The old hospital is one of only a small handful of structures left standing at what was once Oksbøl Refugee Camp. In the creation FLUGT, the long-abandoned hospital’s two low-slung brick buildings have been fused together at the middle by a curving, Cor-ten steel-clad volume that adds nearly 4,500 additional square feet to the footprint of the new museum. The soaring, timber-framed pavilion serves as both connective tissue between the two historic buildings and a multi-use entrance hall; a curving wall of glass at the center of the space provides guests with views of a large central courtyard and the forest beyond. The courtyard, which creates a “peaceful sensory experience” by melding the naturalistic landscape (also designed by BIG) of the site with the museum interior, features a small circular reflecting pool at its center.

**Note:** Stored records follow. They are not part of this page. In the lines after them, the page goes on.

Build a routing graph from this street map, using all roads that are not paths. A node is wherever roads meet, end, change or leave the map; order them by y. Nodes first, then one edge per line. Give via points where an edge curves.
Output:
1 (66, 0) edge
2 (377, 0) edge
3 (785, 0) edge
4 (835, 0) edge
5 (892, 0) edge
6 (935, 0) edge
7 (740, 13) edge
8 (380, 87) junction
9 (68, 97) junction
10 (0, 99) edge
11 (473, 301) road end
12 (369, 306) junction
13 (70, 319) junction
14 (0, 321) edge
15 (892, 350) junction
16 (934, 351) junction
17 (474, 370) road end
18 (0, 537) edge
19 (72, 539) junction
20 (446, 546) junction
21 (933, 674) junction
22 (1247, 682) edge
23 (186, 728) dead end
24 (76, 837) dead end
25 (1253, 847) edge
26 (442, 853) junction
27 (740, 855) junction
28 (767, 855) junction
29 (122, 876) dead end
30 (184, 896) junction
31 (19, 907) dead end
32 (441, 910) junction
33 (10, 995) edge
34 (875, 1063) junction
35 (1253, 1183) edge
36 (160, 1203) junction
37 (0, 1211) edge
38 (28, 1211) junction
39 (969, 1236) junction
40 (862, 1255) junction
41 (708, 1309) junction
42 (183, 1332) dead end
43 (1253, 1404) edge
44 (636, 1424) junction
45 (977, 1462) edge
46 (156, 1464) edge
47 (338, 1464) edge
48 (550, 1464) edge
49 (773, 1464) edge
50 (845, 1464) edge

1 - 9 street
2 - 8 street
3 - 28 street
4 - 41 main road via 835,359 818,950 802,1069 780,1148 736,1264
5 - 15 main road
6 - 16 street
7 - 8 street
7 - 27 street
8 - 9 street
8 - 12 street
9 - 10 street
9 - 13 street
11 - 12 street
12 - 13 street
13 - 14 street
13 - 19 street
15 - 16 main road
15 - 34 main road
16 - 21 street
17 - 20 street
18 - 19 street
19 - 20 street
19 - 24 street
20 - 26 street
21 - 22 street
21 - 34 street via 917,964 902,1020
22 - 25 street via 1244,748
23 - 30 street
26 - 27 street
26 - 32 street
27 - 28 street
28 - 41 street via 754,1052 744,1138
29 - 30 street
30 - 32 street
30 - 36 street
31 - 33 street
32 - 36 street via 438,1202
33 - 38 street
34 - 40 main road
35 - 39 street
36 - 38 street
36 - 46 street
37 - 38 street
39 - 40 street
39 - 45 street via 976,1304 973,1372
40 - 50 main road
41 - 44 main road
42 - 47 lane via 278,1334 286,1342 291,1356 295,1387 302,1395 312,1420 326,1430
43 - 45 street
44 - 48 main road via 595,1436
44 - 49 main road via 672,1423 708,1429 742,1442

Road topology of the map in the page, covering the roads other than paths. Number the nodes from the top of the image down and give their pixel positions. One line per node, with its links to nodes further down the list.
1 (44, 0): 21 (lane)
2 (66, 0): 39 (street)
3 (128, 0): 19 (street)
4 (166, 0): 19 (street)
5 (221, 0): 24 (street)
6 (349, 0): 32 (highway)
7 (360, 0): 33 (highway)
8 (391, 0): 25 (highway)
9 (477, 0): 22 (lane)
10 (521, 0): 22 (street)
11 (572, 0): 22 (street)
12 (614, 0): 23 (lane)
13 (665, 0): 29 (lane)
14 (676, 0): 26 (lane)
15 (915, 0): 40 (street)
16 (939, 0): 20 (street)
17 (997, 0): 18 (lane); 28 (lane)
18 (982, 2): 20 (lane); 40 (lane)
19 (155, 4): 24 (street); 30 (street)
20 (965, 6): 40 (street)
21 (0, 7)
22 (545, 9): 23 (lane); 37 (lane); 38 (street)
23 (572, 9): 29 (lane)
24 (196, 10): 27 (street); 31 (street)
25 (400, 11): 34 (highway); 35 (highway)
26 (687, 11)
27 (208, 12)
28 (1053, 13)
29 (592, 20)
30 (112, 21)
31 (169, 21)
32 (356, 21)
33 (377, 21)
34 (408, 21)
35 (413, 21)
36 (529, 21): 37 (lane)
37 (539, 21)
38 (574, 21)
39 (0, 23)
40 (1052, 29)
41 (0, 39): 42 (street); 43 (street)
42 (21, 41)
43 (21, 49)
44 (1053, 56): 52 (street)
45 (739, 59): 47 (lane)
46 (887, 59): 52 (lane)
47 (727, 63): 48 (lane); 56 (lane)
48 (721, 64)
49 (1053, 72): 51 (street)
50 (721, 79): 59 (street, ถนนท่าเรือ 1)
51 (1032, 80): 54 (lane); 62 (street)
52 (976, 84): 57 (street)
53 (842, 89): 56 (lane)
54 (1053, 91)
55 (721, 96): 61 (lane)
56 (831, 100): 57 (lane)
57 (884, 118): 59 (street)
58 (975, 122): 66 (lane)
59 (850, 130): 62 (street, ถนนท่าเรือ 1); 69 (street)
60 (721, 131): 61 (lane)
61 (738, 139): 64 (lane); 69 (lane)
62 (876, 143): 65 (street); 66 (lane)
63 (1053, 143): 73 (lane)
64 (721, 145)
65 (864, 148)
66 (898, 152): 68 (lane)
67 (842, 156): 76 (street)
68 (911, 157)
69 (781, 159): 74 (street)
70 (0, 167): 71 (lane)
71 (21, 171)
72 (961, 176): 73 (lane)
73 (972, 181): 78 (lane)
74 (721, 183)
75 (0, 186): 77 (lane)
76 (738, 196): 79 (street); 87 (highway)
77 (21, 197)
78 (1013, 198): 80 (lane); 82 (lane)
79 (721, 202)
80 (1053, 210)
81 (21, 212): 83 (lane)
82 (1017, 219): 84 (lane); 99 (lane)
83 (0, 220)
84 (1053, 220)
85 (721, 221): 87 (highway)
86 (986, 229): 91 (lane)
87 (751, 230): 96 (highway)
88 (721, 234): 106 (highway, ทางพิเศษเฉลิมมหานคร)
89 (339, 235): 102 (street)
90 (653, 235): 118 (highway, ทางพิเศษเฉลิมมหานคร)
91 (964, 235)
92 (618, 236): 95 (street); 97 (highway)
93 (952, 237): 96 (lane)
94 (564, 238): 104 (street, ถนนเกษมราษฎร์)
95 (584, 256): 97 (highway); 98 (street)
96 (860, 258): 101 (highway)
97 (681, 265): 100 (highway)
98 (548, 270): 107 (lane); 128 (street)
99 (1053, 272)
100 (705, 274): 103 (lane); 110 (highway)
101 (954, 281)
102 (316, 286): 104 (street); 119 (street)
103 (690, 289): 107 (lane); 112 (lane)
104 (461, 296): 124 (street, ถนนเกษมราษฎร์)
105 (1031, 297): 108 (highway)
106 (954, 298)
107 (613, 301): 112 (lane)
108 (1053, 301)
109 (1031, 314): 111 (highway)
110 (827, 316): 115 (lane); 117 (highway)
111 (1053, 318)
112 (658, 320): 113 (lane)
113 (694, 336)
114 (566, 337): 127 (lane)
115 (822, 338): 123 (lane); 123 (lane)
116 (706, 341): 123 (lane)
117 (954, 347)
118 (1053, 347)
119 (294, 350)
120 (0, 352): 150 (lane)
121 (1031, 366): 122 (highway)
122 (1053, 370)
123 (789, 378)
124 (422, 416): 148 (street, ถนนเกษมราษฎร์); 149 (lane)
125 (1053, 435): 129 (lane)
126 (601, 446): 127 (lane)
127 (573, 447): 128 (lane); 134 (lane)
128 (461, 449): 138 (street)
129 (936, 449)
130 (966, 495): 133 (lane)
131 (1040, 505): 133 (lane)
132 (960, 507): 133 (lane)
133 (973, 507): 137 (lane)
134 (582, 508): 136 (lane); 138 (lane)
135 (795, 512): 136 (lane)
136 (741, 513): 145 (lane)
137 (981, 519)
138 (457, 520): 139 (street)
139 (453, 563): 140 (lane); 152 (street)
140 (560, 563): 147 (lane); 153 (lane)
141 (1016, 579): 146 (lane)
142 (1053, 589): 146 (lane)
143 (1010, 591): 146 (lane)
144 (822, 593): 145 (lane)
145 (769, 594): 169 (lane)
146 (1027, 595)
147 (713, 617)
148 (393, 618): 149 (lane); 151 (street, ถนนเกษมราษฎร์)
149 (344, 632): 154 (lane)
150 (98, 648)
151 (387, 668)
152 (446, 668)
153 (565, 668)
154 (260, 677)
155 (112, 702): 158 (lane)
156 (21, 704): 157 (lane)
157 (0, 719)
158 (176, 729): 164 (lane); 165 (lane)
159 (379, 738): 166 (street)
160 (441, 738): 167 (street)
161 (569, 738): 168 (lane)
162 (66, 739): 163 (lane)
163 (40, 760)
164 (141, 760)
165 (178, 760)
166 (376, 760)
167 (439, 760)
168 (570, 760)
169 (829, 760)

a large open museum space with a soaring timber ceiling
Primarily functioning as an entrance hall, the soaring volume can be used for events, special exhibitions, and on. (Rasmus Hjortshøj)

Back inside BIG’s curvaceous entrance hall, museum guests can split off into the two museum’s two distinct wings housed within the historic hospital buildings: an exhibition-dedicated area in the north wing that contains gallery spaces “organized according to the original flow/circulation in the hospital,” according to the firm. “While most of the hospital room walls were torn down, some of the inside walls are kept intact and stabilized by three cross sections, creating larger exhibition spaces.” To the south, the second old hospital building has been converted to accommodate smaller exhibition galleries, a conference room, café, and administrative spaces.

As BIG elaborated, the museum’s south wing possesses the “same character and materiality” as the exhibition wing. The entire complex features yellow brick flooring as a means of “connecting past and present structures.”

gallery exhibition on refugees
An exhibition gallery in one of the historic hospital buildings at the site. (Rasmus Hjortshøj)

“The buildings are some of the last remaining physical manifestations of the former refugee camp, and not only is their preservation invaluable for future generations to understand the past and the present, the buildings also directly informed our design of the extension by means of their unique elongated form, structure and materiality,” said Frederik Lyng, project leader with BIG, in a statement. ”FLUGT is a great example of how adaptive reuse can result in sustainable, functional buildings that preserve our shared history while standing out architecturally.”

Currently on view at FLUGT are two permanent exhibitions. Refugees At All Times is an interactive exhibition that ”turns figures into people, and conveys the universal considerations, thoughts, and feelings associated with being a human being on the run,” as the museum explained. Joining Refugees At All Times is a second exhibition tracing the short but brutal history of the Oksbøl Refugee Camp. Two major outdoor elements of the museum are an immersive sound walk through the surrounding forest and the Refugee Cemetery where the dead of the camp are buried.

an exhibition displaying personal possessions of refugees
A permanent exhibition a features the personal possessions of those displaced by war and oppression. (Rasmus Hjortshøj)

“The Refugee Museum of Denmark explores an important part of our history and a theme that is more relevant than ever, with millions of refugees currently displaced from their homes,” said Bjarke Ingels, BIG’s founding partner and creative director.

FLUGT indeed paints a sensitive, nuanced portrait of people across the globe—from Vietnam to Bosnia to Afghanistan and Ukraine and beyond—who have been impacted by forced migration. It also celebrates the myriad contributions that immigrants have made to Danish society over the decades. The opening of the museum, however, comes at a time when the prosperous Nordic nation’s current approach to immigration law is viewed as anything but friendly. In recent years, the country has enacted of the harshest anti-immigration rules in Europe and has come under withering criticism as of late due its draconian—and in the view of many, inhumanerefugee policies, particularly pertaining to policies impacting asylum seekers from war-ravaged Syria.